Мама сидела в качалке, и Ри спросила:
— Сколько из твоего тебе впору?
— Туфли хорошо.
— А в шкафу у тебя?
— Кое-что никогда не налезало.
Мамин шкаф был гигантской мешаниной ее одежды и реликвий, оставшихся от Бабули и Бернадетты. Мама с Бабулей обе склонялись к тому, что хранить нужно все и что угодно, если когда-нибудь оно сможет носиться кем-то из родни, ну или еще как-то неведомо использоваться в будущем. Бабуля последние много лет неряшливо разжирела, Бернадетта родилась низенькой и щуплой, мама — высокой и худой. То, что было впору одной, почти никогда не подошло бы другой, но шкаф все равно постепенно набился одеждой «на всякий случай», да таким и остался. Большинство белого за время пожелтело на вешалках. На плечи платьев и блузок пыль наложила хомуты грязи.
Ри позвала мальчишек в мамину комнату, оба кинулись к ней со всех ног. Во дворе развели огромный прыгучий костер, им нравилось кормить его хламом Бромонтов. От ржавой бочки растекалась вширь круглая проталина. На уютных ветках в столбе нагретого воздуха черными рядами разместились птицы. Мимо окна плыли хлопья пепла, усеивали серыми точками весь снег. Ри сказала:
— Подставляйте руки, я барахло буду наваливать.

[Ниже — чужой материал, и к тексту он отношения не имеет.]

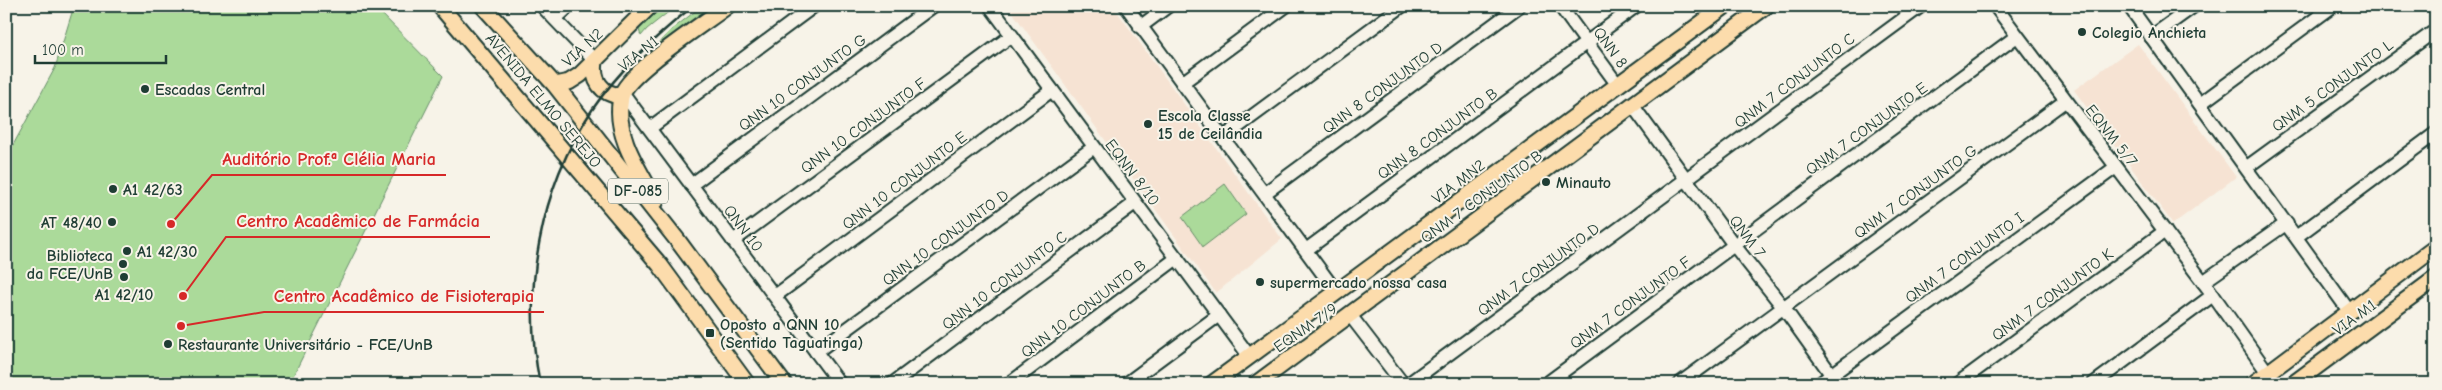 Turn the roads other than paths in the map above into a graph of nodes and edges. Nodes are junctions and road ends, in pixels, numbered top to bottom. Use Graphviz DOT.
graph roads {
  1 [pos="484,6"];
  2 [pos="542,6"];
  3 [pos="568,6"];
  4 [pos="650,6"];
  5 [pos="727,6"];
  6 [pos="814,6"];
  7 [pos="933,6"];
  8 [pos="990,6"];
  9 [pos="1126,6"];
  10 [pos="1168,6"];
  11 [pos="1286,6"];
  12 [pos="1402,6"];
  13 [pos="1519,6"];
  14 [pos="1560,6"];
  15 [pos="1636,6"];
  16 [pos="1725,6"];
  17 [pos="1766,6"];
  18 [pos="1921,6"];
  19 [pos="1995,6"];
  20 [pos="2129,6"];
  21 [pos="2194,6"];
  22 [pos="2333,6"];
  23 [pos="448,9"];
  24 [pos="555,19"];
  25 [pos="1140,27"];
  26 [pos="2436,30"];
  27 [pos="1011,36"];
  28 [pos="2017,36"];
  29 [pos="2152,37"];
  30 [pos="1587,42"];
  31 [pos="595,61"];
  32 [pos="1182,82"];
  33 [pos="1617,84"];
  34 [pos="555,85"];
  35 [pos="1052,90"];
  36 [pos="622,94"];
  37 [pos="2066,102"];
  38 [pos="2200,104"];
  39 [pos="1633,106"];
  40 [pos="1574,116"];
  41 [pos="650,128"];
  42 [pos="2436,133"];
  43 [pos="1224,137"];
  44 [pos="1094,147"];
  45 [pos="2116,167"];
  46 [pos="2247,167"];
  47 [pos="1686,180"];
  48 [pos="692,185"];
  49 [pos="1476,189"];
  50 [pos="1265,193"];
  51 [pos="1507,198"];
  52 [pos="1135,203"];
  53 [pos="1490,210"];
  54 [pos="2287,223"];
  55 [pos="2165,231"];
  56 [pos="2296,237"];
  57 [pos="678,241"];
  58 [pos="733,241"];
  59 [pos="1734,246"];
  60 [pos="2436,247"];
  61 [pos="1306,250"];
  62 [pos="1177,258"];
  63 [pos="2436,278"];
  64 [pos="2203,282"];
  65 [pos="1336,293"];
  66 [pos="2213,295"];
  67 [pos="775,296"];
  68 [pos="1783,308"];
  69 [pos="2349,311"];
  70 [pos="1219,314"];
  71 [pos="1350,315"];
  72 [pos="816,352"];
  73 [pos="1250,357"];
  74 [pos="770,377"];
  75 [pos="1835,379"];
  76 [pos="2266,379"];
  77 [pos="1266,381"];
  78 [pos="747,384"];
  79 [pos="784,384"];
  80 [pos="840,384"];
  81 [pos="892,384"];
  82 [pos="1009,384"];
  83 [pos="1126,384"];
  84 [pos="1212,384"];
  85 [pos="1403,384"];
  86 [pos="1408,384"];
  87 [pos="1546,384"];
  88 [pos="1679,384"];
  89 [pos="1819,384"];
  90 [pos="1958,384"];
  91 [pos="2093,384"];
  92 [pos="2253,384"];
  93 [pos="2293,384"];
  1 -- 34 [label="main road, AVENIDA ELMO SEREJO / DF-085"];
  2 -- 24 [label="street"];
  3 -- 24 [label="street"];
  4 -- 31 [label="main road, VIA N2"];
  5 -- 36 [label="main road, VIA N1"];
  6 -- 41 [label="street"];
  7 -- 48 [label="street, QNN 10 CONJUNTO G"];
  8 -- 27 [label="street, EQNN 8/10"];
  9 -- 25 [label="street"];
  10 -- 25 [label="street"];
  11 -- 32 [label="street"];
  12 -- 43 [label="street"];
  13 -- 50 [label="street, QNN 8 CONJUNTO D"];
  14 -- 30 [label="street, QNN 8"];
  15 -- 30 [label="street, QNN 8 CONJUNTO B"];
  16 -- 33 [label="main road, VIA MN2"];
  17 -- 39 [label="main road, QNM 7 CONJUNTO B"];
  18 -- 47 [label="street, QNM 7 CONJUNTO C"];
  19 -- 28 [label="street, EQNM 5/7"];
  20 -- 29 [label="street"];
  21 -- 29 [label="street"];
  22 -- 38 [label="street"];
  23 -- 78 [label="main road, AVENIDA ELMO SEREJO / DF-085"];
  24 -- 31 [label="street"];
  25 -- 32 [label="street"];
  26 -- 46 [label="street, QNM 5 CONJUNTO L"];
  27 -- 35 [label="street, EQNN 8/10"];
  27 -- 58 [label="street, QNN 10 CONJUNTO F"];
  28 -- 37 [label="street, EQNM 5/7"];
  28 -- 59 [label="street, QNM 7 CONJUNTO E"];
  29 -- 38 [label="street"];
  30 -- 33 [label="street, QNN 8"];
  30 -- 61 [label="street, QNN 8 CONJUNTO B"];
  31 -- 34 [label="main road, VIA N2"];
  31 -- 36 [label="main road"];
  32 -- 43 [label="street"];
  33 -- 40 [label="main road, VIA MN2"];
  34 -- 57 [label="main road, AVENIDA ELMO SEREJO / DF-085"];
  35 -- 44 [label="street, EQNN 8/10"];
  35 -- 67 [label="street, QNN 10 CONJUNTO E"];
  36 -- 41 [label="street, QNN 10"];
  36 -- 57 [label="main road, AVENIDA ELMO SEREJO"];
  37 -- 45 [label="street, EQNM 5/7"];
  37 -- 68 [label="street, QNM 7 CONJUNTO G"];
  38 -- 46 [label="street"];
  39 -- 47 [label="street, QNM 7"];
  39 -- 51 [label="main road, QNM 7 CONJUNTO B"];
  40 -- 49 [label="main road, VIA MN2"];
  40 -- 51 [label="main road"];
  41 -- 48 [label="street, QNN 10"];
  42 -- 56 [label="street"];
  43 -- 50 [label="street"];
  44 -- 52 [label="street, EQNN 8/10"];
  44 -- 72 [label="street, QNN 10 CONJUNTO D"];
  45 -- 55 [label="street, EQNM 5/7"];
  45 -- 75 [label="street, QNM 7 CONJUNTO I"];
  46 -- 54 [label="street"];
  47 -- 59 [label="street, QNM 7"];
  47 -- 86 [label="street, QNM 7 CONJUNTO D"];
  48 -- 58 [label="street, QNN 10"];
  49 -- 53 [label="main road"];
  49 -- 65 [label="main road, VIA MN2"];
  50 -- 61 [label="street"];
  51 -- 53 [label="main road, QNM 7 CONJUNTO B"];
  52 -- 62 [label="street, EQNN 8/10"];
  52 -- 81 [label="street, QNN 10 CONJUNTO C"];
  53 -- 71 [label="main road, QNM 7 CONJUNTO B"];
  54 -- 56 [label="street"];
  54 -- 64 [label="street"];
  55 -- 64 [label="street, EQNM 5/7"];
  55 -- 90 [label="street, QNM 7 CONJUNTO K"];
  56 -- 69 [label="street"];
  57 -- 74 [label="main road, AVENIDA ELMO SEREJO / DF-085"];
  58 -- 67 [label="street, QNN 10"];
  59 -- 68 [label="street, QNM 7"];
  59 -- 87 [label="street, QNM 7 CONJUNTO F"];
  60 -- 69 [label="main road, VIA M1"];
  61 -- 65 [label="street"];
  62 -- 70 [label="street, EQNN 8/10"];
  62 -- 82 [label="street, QNN 10 CONJUNTO B"];
  63 -- 93 [label="main road, VIA M1"];
  64 -- 66 [label="street, EQNM 5/7"];
  65 -- 73 [label="main road, VIA MN2"];
  66 -- 76 [label="street, EQNM 5/7"];
  66 -- 91 [label="street"];
  67 -- 72 [label="street, QNN 10"];
  68 -- 75 [label="street, QNM 7"];
  68 -- 88 [label="street, QNM 7 CONJUNTO G"];
  69 -- 76 [label="main road, VIA M1"];
  70 -- 73 [label="street, EQNN 8/10"];
  70 -- 83 [label="street"];
  71 -- 77 [label="main road, EQNM 7/9"];
  71 -- 85 [label="street, EQNM 7/9"];
  72 -- 80 [label="street, QNN 10"];
  73 -- 84 [label="main road, VIA MN2"];
  74 -- 79 [label="main road, AVENIDA ELMO SEREJO / DF-085"];
  75 -- 89 [label="street, QNM 7 CONJUNTO I"];
  76 -- 92 [label="main road, VIA M1"];
}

Чтобы передохнуть, она встала у бокового окна — смотрела, как мальчишки кидают семейное старье в огонь. За ручьем во двор вышла Соня в пальто с капюшоном, села на каменную скамью под облетевшим грецким орехом. На улице было очень холодно, мальчишки вертелись близко от огня. Соня помахала, Гарольд ее заметил, помахал в ответ. Из мусорной бочки вскипал дым, полосовал пакостью всю долину. Мальчишки держали платья над бочкой, пока те не загорались в подолах и пламя не начинало ползти по ткани к талии, к лифу, к горлу, затем в последнюю секунду бросали их, чтоб пальцы не обжечь. Соня все махала и махала, пока и Сынок ее не увидел, тоже не помахал. На волне жара летели крохотные лоскуты — из мусорной бочки в воздух, края их быстро вспыхивали, а последние нитки занимались красным, потом превращались в пепел, что сливался с небом и растворялся на ветру.